New research on calcium and bone development suggests that efforts to prevent osteoporosis could actually start before puberty. In the study at The Ohio State University Medical Center, researchers found that calcium supplementation significantly increased bone mass development during a critical childhood growth spurt.

The findings suggest that elevated calcium use by pre-adolescent girls is likely to help prevent fractures and osteoporosis much later in life, said Dr. Velimir Matkovic, lead author of the study.

“Because most bone mass is accumulated during this phase of growth, pre-adolescence may represent the time of highest need for calcium in a female’s lifetime,” said Matkovic. “Prevention of this disease will not only improve the population’s quality of life, but will also undoubtedly save on the skyrocketing health care costs associated with treatment.”

Calcium affects bone mass during growth by influencing the bone mineral density. The point of the clinical trial was to evaluate the effectiveness of calcium supplementation on bone mineral density during the period when most of the bone mass is accumulated. The pubertal growth spurt accounts for about 37% of the gain in the entire adult skeletal mass.

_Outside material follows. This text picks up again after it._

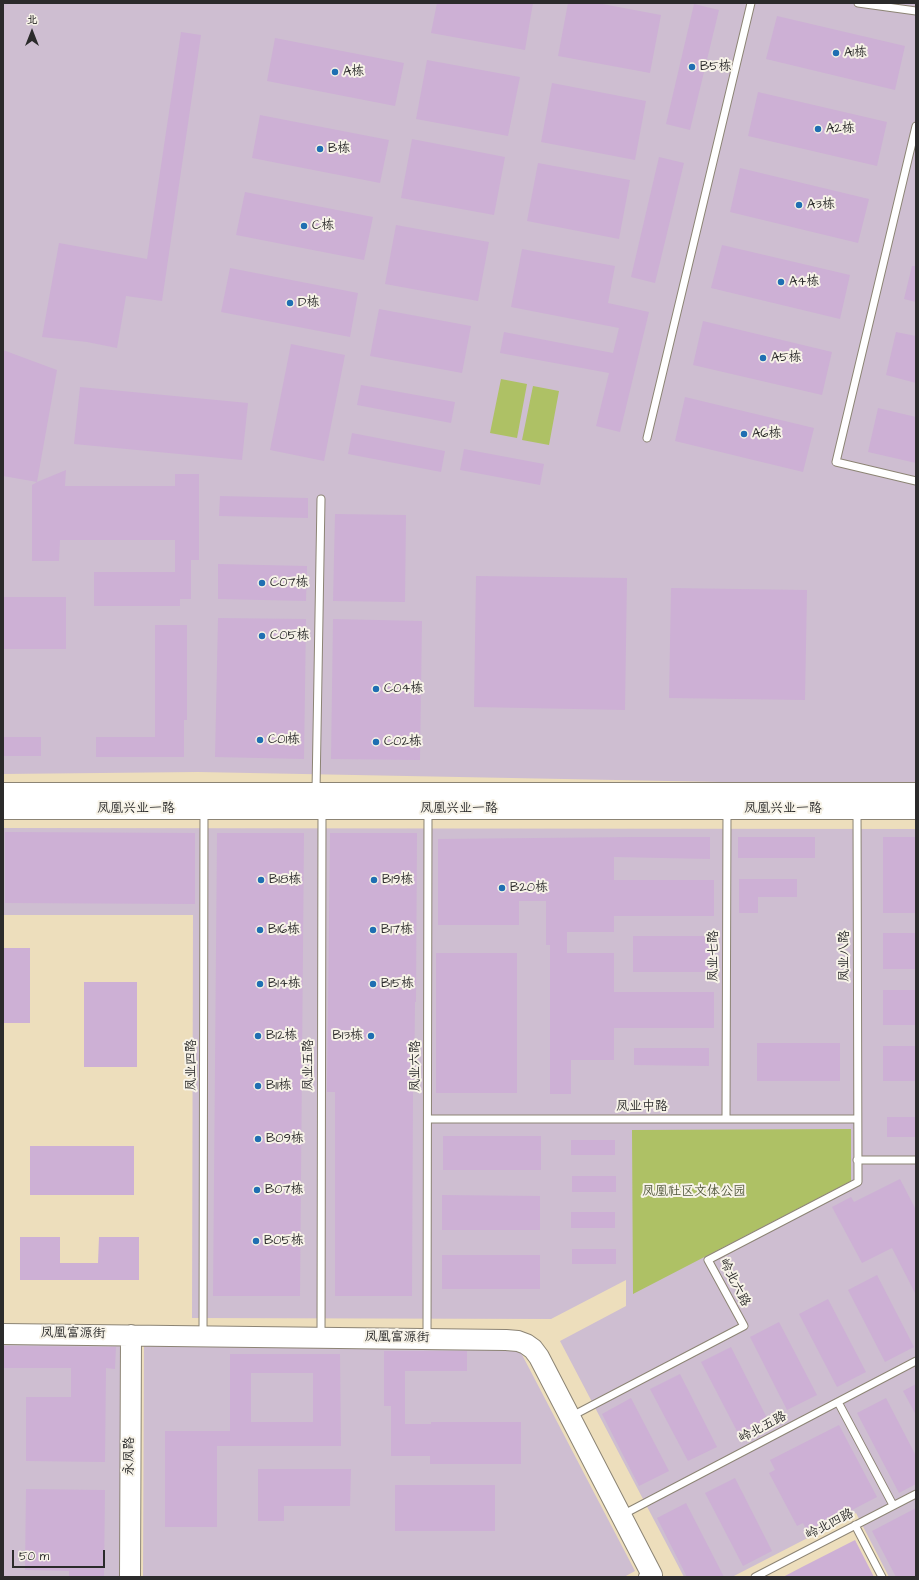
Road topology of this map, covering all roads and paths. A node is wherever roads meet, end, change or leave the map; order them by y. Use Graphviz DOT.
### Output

The calcium-supplemented group among the 354 girls in the trial showed a faster rate of bone mass development from the beginning of the study. The biggest difference in bone mineral density between the supplemented and nonsupplemented groups of girls occurred from between one year before and one year after the onset of menstruation. By young adulthood, significant effects remained at the metacarpals in the hands, the forearm and the hip.

The average dietary calcium intake among all study participants was 830 mg per day. The supplemented group took in an average of an additional 670 mg per day.